━━ Supplied data ━━
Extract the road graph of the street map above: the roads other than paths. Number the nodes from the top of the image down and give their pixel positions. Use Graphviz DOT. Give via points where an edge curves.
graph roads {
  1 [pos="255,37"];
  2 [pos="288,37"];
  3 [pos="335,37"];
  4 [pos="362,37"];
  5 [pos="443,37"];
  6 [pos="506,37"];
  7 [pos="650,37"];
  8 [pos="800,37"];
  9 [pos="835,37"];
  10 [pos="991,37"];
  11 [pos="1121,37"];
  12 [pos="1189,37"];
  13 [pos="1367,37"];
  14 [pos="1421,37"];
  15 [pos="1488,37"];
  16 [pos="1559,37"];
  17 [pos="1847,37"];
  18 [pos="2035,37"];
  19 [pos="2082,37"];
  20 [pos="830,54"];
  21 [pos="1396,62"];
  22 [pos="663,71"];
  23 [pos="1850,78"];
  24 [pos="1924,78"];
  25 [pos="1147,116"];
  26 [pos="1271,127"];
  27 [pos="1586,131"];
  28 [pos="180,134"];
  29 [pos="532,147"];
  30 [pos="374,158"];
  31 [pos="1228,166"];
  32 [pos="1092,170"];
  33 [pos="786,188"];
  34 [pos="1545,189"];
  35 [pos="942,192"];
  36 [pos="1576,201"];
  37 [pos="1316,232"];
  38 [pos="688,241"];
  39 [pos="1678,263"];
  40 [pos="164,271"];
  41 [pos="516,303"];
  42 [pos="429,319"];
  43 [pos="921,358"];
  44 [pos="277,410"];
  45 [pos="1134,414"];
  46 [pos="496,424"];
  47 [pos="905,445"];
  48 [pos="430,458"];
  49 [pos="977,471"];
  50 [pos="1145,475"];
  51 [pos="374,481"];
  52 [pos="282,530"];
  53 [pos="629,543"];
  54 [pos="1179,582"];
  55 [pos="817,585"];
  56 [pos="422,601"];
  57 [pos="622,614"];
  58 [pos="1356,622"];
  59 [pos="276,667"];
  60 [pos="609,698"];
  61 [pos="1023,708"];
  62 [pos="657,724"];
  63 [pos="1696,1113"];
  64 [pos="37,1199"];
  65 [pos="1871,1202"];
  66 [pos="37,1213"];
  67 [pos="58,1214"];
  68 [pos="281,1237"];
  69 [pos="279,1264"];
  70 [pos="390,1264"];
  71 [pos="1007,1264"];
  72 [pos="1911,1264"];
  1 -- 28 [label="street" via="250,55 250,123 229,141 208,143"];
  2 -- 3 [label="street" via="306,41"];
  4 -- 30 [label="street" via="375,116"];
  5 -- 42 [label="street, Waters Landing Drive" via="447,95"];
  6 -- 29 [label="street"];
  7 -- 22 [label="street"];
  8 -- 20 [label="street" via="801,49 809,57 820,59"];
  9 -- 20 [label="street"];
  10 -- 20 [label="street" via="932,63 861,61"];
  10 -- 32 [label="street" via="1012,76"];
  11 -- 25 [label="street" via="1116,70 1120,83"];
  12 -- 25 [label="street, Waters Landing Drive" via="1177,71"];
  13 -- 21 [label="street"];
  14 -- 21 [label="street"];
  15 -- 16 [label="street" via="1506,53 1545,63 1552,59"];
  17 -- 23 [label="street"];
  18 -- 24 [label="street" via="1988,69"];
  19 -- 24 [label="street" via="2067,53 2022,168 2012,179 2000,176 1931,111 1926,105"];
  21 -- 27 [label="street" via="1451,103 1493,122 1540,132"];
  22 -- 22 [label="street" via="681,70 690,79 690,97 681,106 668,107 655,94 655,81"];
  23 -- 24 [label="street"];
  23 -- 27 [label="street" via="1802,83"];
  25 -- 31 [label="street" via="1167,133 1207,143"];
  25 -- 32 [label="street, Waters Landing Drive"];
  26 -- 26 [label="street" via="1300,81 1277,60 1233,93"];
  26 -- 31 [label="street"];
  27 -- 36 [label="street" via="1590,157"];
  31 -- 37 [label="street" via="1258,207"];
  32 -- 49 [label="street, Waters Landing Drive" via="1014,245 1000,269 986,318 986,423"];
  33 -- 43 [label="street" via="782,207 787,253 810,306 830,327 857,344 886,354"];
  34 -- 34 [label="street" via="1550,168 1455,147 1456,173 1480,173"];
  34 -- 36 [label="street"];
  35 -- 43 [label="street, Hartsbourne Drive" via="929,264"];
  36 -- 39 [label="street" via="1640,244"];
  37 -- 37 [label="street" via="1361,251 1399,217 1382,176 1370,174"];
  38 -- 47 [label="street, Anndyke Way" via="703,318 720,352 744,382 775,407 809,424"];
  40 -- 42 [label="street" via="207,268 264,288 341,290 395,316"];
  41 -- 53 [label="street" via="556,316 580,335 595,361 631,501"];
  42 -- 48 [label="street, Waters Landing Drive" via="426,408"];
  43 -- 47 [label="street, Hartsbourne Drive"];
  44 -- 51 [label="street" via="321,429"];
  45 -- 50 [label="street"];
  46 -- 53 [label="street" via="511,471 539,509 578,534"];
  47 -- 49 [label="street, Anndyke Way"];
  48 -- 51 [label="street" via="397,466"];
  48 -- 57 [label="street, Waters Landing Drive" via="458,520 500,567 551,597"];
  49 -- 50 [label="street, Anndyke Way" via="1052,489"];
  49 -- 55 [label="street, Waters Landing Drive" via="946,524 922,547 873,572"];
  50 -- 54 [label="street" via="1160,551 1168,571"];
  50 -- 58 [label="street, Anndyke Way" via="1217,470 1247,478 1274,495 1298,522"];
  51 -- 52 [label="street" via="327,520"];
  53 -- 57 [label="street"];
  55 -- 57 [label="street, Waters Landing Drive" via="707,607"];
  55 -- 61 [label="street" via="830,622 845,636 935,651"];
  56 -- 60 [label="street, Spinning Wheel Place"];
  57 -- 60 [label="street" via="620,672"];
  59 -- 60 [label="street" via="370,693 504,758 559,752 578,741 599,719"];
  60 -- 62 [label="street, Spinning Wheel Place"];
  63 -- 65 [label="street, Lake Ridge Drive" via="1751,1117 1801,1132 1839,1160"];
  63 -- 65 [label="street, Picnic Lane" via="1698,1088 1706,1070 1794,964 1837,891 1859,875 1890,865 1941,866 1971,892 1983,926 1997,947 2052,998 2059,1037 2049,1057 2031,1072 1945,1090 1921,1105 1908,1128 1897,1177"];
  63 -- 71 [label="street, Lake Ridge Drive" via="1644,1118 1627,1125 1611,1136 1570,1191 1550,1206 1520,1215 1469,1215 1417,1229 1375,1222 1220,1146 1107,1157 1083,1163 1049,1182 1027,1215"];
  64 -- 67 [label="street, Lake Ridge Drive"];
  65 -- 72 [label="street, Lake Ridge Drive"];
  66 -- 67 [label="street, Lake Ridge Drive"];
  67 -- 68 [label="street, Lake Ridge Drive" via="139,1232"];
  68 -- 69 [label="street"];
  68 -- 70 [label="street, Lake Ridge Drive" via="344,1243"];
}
━━━
One number is the expected answer: the count of lines above that hold the word "Hartsbourne".

■ Output below
2